Daily physical activity of patients with the chronic fatigue syndrome: a systematic review.

Clin Rehabil. 2010 Oct 13. [Epub ahead of print]

Evering RM, van Weering MG, Groothuis-Oudshoorn KC, Vollenbroek-Hutten MM.

Roessingh Research and Development, Enschede, The Netherlands.

Abstract
Objective: To give an overview of the physical activity level of patients with chronic fatigue syndrome in comparison with asymptomatic controls.

Data sources:
MEDLINE, Web of Science, EMBASE, PsycINFO, Picarta, the Cochrane Controlled Trial Register that is included in the Cochrane Library and reference tracking.

Review methods:
A systematic literature search was conducted focusing on studies concerning physical activity levels of patients with chronic fatigue syndrome compared to controls.
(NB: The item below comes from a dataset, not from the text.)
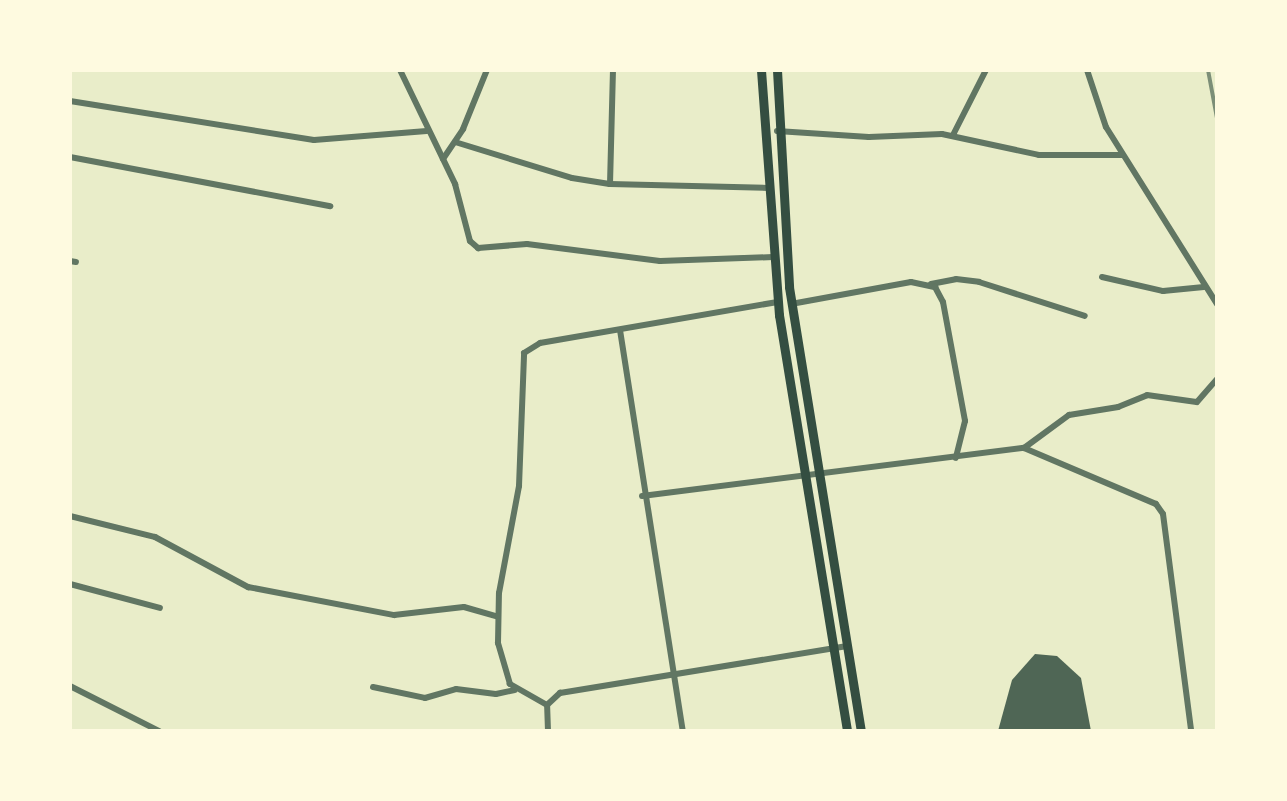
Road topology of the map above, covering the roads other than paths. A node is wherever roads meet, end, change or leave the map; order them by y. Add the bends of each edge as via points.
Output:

A meta-analysis was performed to pool data of the studies.

Results:
Seventeen studies were included with 22 different comparisons between patients with chronic fatigue syndrome and controls.

Fourteen studies, including 18 comparisons, showed lower physical activity levels in patients with chronic fatigue syndrome as compared to controls.

Four studies, including four comparisons, showed no differences between both groups.

The meta-analysis included seven studies and showed a daily physical activity level in patients with chronic fatigue syndrome of only 68% of the physical activity level observed in control subjects.

The pooled mean coefficient of variation in patients with chronic fatigue syndrome was higher as compared to control subjects (34.3% versus 31.5%), but this difference did not reach significance.

Conclusion:
Patients with chronic fatigue syndrome appear to be less physically active compared with asymptomatic controls.

There is no difference in variation of physical activity levels between patients with chronic fatigue syndrome and healthy control subjects, but the validity and reliability of some methods of measuring physical activity is questionable or unknown.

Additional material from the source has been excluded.